The big mph and times to 1000' are really just coming from an ability to get the clutch (and fuel) in as quick as possible. The US tracks are so awesome in the first eight now, they really whack the clutch in there quickly and it's very apparent when we look at the data from a US run and compare with what we can get away with here in Europe! Look at the incremental times and you'll see that, plus particularly the mid-track speed trap. They don't make much speed from mid track to the finish! And this is also why fuel pump rates have gone over the 100gpm rate, because when you get the clutch in that quick and hard and really load the motor, you need a LOT of fuel. And once the clutch is locked up, then you need a nice big BDK (fuel pressure regulator) to cut in and take a bunch of that fuel flow rate back out again (because once the clutch is locked up, the load drops dramatically so you can't burn the fuel and you'd go very rich).

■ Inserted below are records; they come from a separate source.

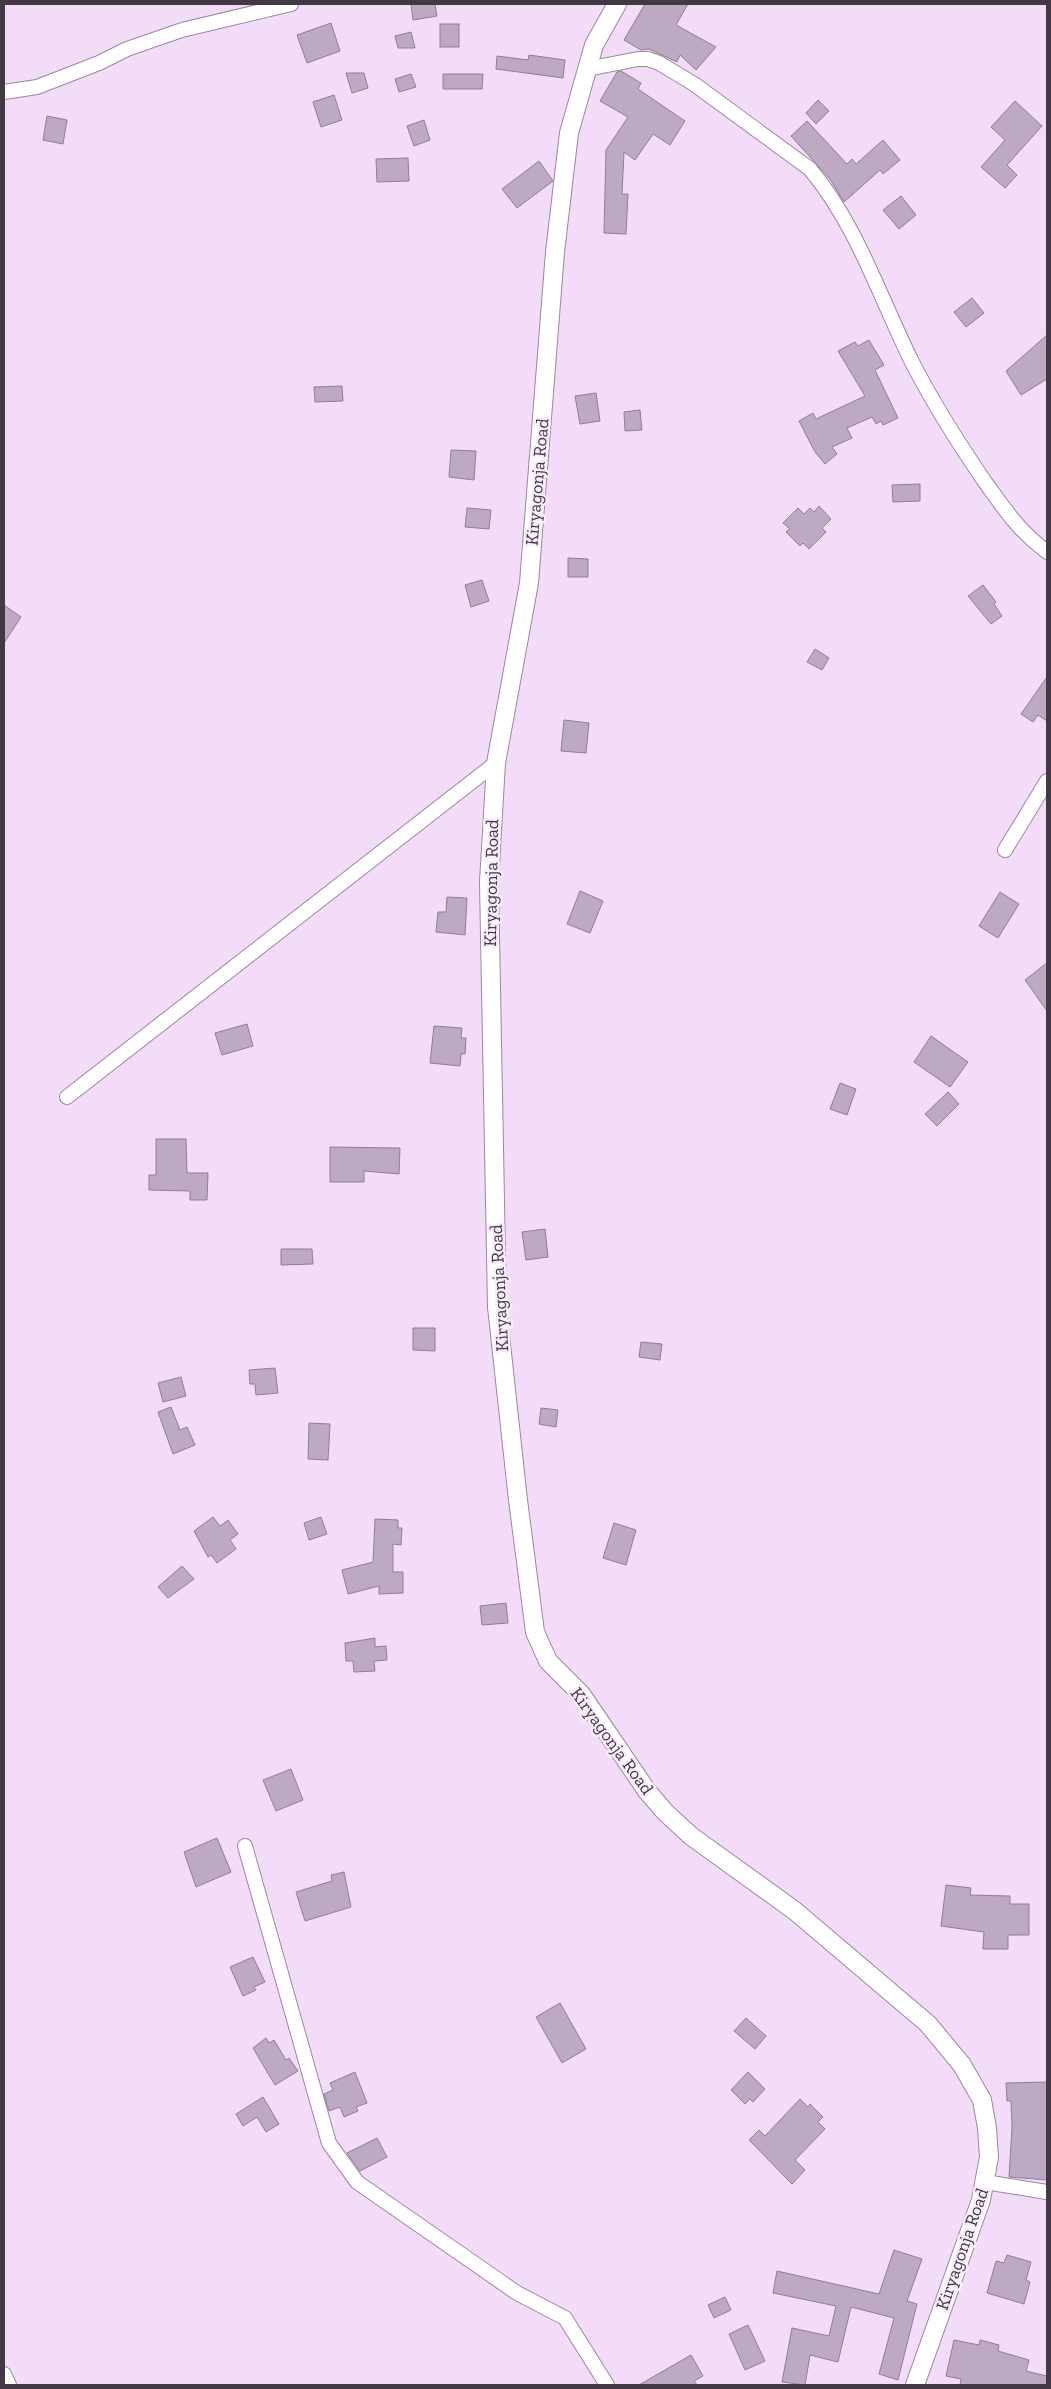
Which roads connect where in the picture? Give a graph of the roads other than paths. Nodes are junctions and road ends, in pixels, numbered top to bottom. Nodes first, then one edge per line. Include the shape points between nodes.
1 (291, 4) edge
2 (616, 4) edge
3 (588, 69) junction
4 (4, 92) edge
5 (1047, 552) edge
6 (496, 763) junction
7 (1047, 780) edge
8 (1005, 850) dead end
9 (67, 1097) dead end
10 (244, 1846) dead end
11 (985, 2182) junction
12 (1047, 2192) edge
13 (4, 2374) edge
14 (9, 2385) edge
15 (606, 2385) edge
16 (915, 2385) edge

1 - 4 street via 182,30 37,87
2 - 3 street, Kiryagonja Road via 594,45
3 - 5 street via 638,59 659,63 694,84 810,169 824,185 857,244 913,363 971,462 1019,529
3 - 6 street, Kiryagonja Road via 569,133 555,252 529,583
6 - 9 street
6 - 11 street, Kiryagonja Road via 489,882 497,1307 535,1632 548,1661 581,1694 647,1791 666,1812 691,1836 795,1911 928,2024 962,2066 982,2100 989,2157
7 - 8 street
10 - 15 street via 330,2143 357,2182 516,2293 565,2318
11 - 12 street
11 - 16 street, Kiryagonja Road via 982,2200
13 - 14 street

Just think what they could have done with the 60-amp mags that MSD developed but NHRA said "no" to....! Fuel burn-o-rama!! Very soon the NHRA will be back in a tricky place with the fuel cars and the tyre technology. The speeds are once again approaching tyre design/safety limits, and in many ways it's even harder on the tyre now over 1000' with the way the cars are accelerating.
The big speeds to 1000' you're now seeing is not really to do with timing advance/retard control. The timing control on a fuel car is mostly there to help you calm the car down just after the launch. Your aim is to get the tyre wound up and turning just a small amount on the surface, but once the front end comes back down and it comes back off the wheelie bar, you need to stop the tyre unwinding and unloading and either going into shake or spin. So you pull timing out at that point to take some power out, finesse the car through the transition, then pile the timing back in again as quickly as you dare/can. From then on, the timing is pretty much flat to the finish.

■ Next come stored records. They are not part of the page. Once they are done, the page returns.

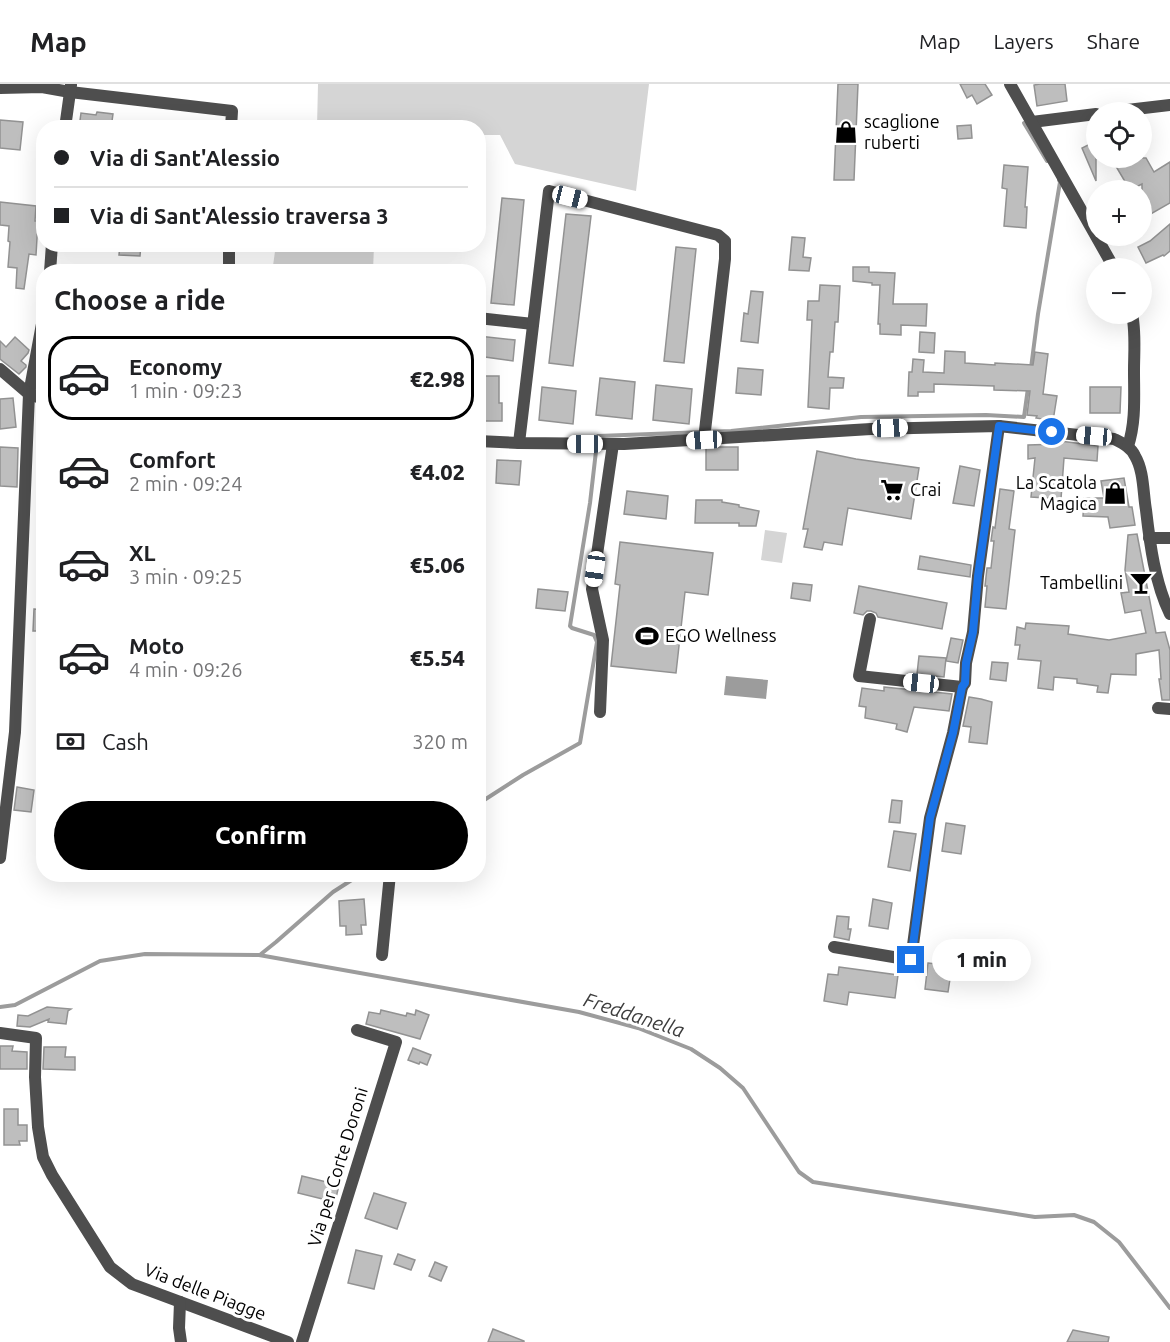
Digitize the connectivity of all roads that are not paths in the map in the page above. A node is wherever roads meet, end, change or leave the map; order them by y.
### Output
1 (1010, 84) edge
2 (0, 88) edge
3 (71, 88) edge
4 (1170, 105) edge
5 (1152, 107) edge
6 (1086, 115) edge
7 (66, 120) edge
8 (231, 120) edge
9 (1032, 122) junction
10 (1108, 258) edge
11 (486, 319) edge
12 (533, 324) junction
13 (1133, 324) edge
14 (36, 356) edge
15 (0, 369) edge
16 (29, 394) junction
17 (36, 396) edge
18 (999, 426) junction
19 (705, 434) junction
20 (486, 441) edge
21 (519, 443) junction
22 (614, 444) junction
23 (1128, 446) junction
24 (1149, 538) junction
25 (1170, 538) edge
26 (1170, 614) edge
27 (870, 619) dead end
28 (962, 687) junction
29 (600, 711) dead end
30 (0, 858) edge
31 (389, 882) edge
32 (834, 947) dead end
33 (382, 955) dead end
34 (357, 1030) dead end
35 (0, 1033) edge
36 (180, 1302) junction
37 (181, 1342) edge
38 (288, 1342) edge
39 (302, 1342) edge

1 - 9 street
2 - 3 street
3 - 7 street
3 - 8 street
4 - 5 street
6 - 9 street
9 - 10 street
11 - 12 street
12 - 19 street
12 - 21 street
13 - 23 street
14 - 16 street
15 - 16 street
16 - 17 street
16 - 30 street
18 - 19 street
18 - 23 street
18 - 28 street
19 - 22 street
20 - 21 street
21 - 22 street
22 - 29 street
23 - 24 street
24 - 25 street
24 - 26 street
27 - 28 street
28 - 32 street
31 - 33 street
34 - 39 street, Via per Corte Doroni
35 - 36 street, Via delle Piagge
36 - 37 street
36 - 38 street, Via delle Piagge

The big mph and times to 1000' are really just coming from an ability to get the clutch (and fuel) in as quick as possible. The US tracks are so awesome in the first eight now, they really whack the clutch in there quickly and it's very apparent when we look at the data from a US run and compare with what we can get away with here in Europe! Look at the incremental times and you'll see that, plus particularly the mid-track speed trap. They don't make much speed from mid track to the finish! And this is also why fuel pump rates have gone over the 100gpm rate, because when you get the clutch in that quick and hard and really load the motor, you need a LOT of fuel. And once the clutch is locked up, then you need a nice big BDK (fuel pressure regulator) to cut in and take a bunch of that fuel flow rate back out again (because once the clutch is locked up, the load drops dramatically so you can't burn the fuel and you'd go very rich).

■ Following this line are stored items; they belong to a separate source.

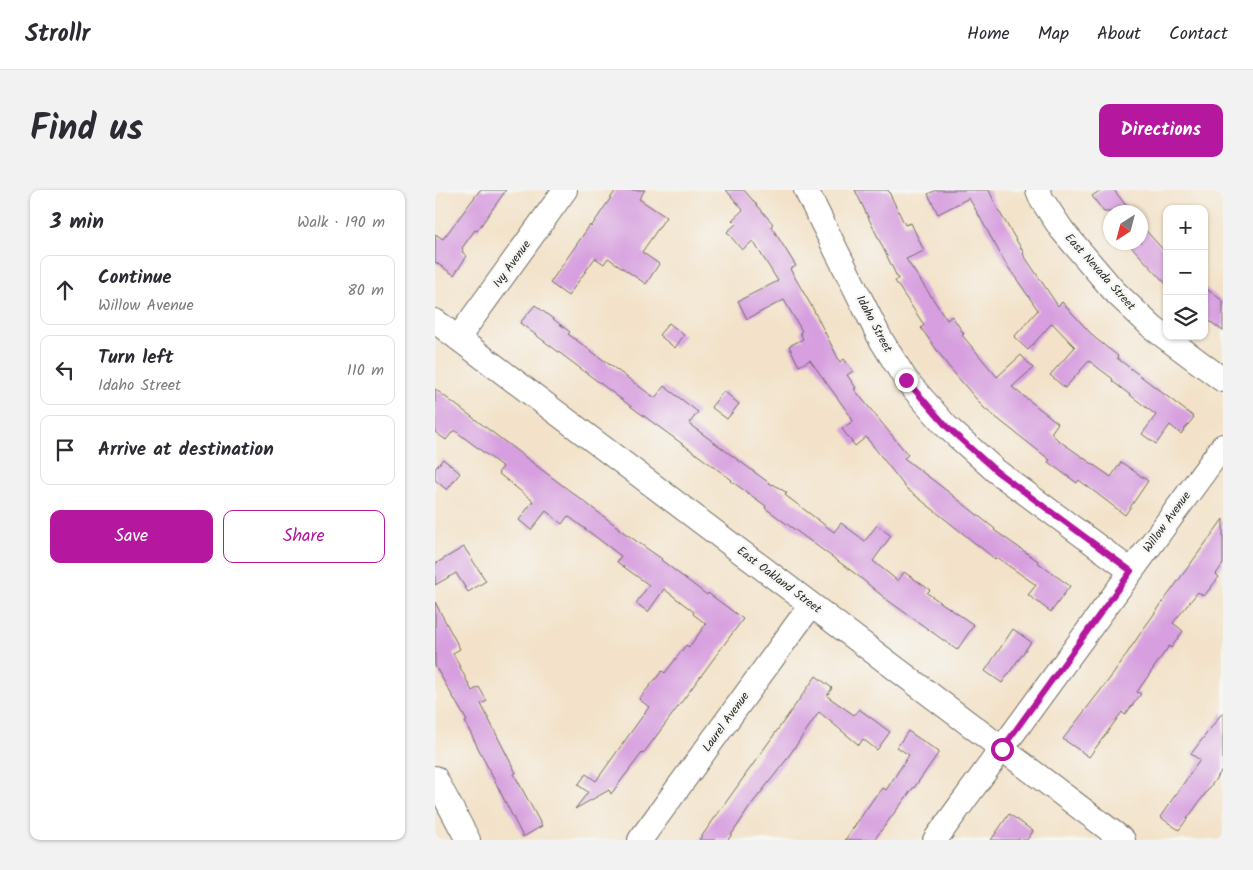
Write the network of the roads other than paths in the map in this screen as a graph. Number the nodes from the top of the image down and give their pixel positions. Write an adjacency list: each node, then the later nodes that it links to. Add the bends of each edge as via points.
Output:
1 (565, 190): 5 (street, Ivy Avenue)
2 (805, 190): 8 (street, Idaho Street, via 880,338 906,380 947,427 996,471)
3 (1038, 190): 6 (street, East Nevada Street, via 1062,230 1114,292 1153,328)
4 (435, 321): 5 (street, East Oakland Street)
5 (458, 338): 9 (street, East Oakland Street)
6 (1223, 380)
7 (1223, 446): 8 (street, Willow Avenue)
8 (1131, 571): 10 (street, Willow Avenue)
9 (811, 605): 10 (street, East Oakland Street); 13 (street, Laurel Avenue)
10 (1002, 749): 14 (street, Willow Avenue); 15 (street, East Oakland Street)
11 (435, 778): 12 (street)
12 (468, 840)
13 (640, 840)
14 (935, 840)
15 (1123, 840)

Just think what they could have done with the 60-amp mags that MSD developed but NHRA said "no" to....! Fuel burn-o-rama!! Very soon the NHRA will be back in a tricky place with the fuel cars and the tyre technology. The speeds are once again approaching tyre design/safety limits, and in many ways it's even harder on the tyre now over 1000' with the way the cars are accelerating.
MotorPsycho said:
Massive insight into how a fuel setup works Rob, thanks! Useful things for the brain bank and general drag racing geekery 
so far detached from running any other kind of motor.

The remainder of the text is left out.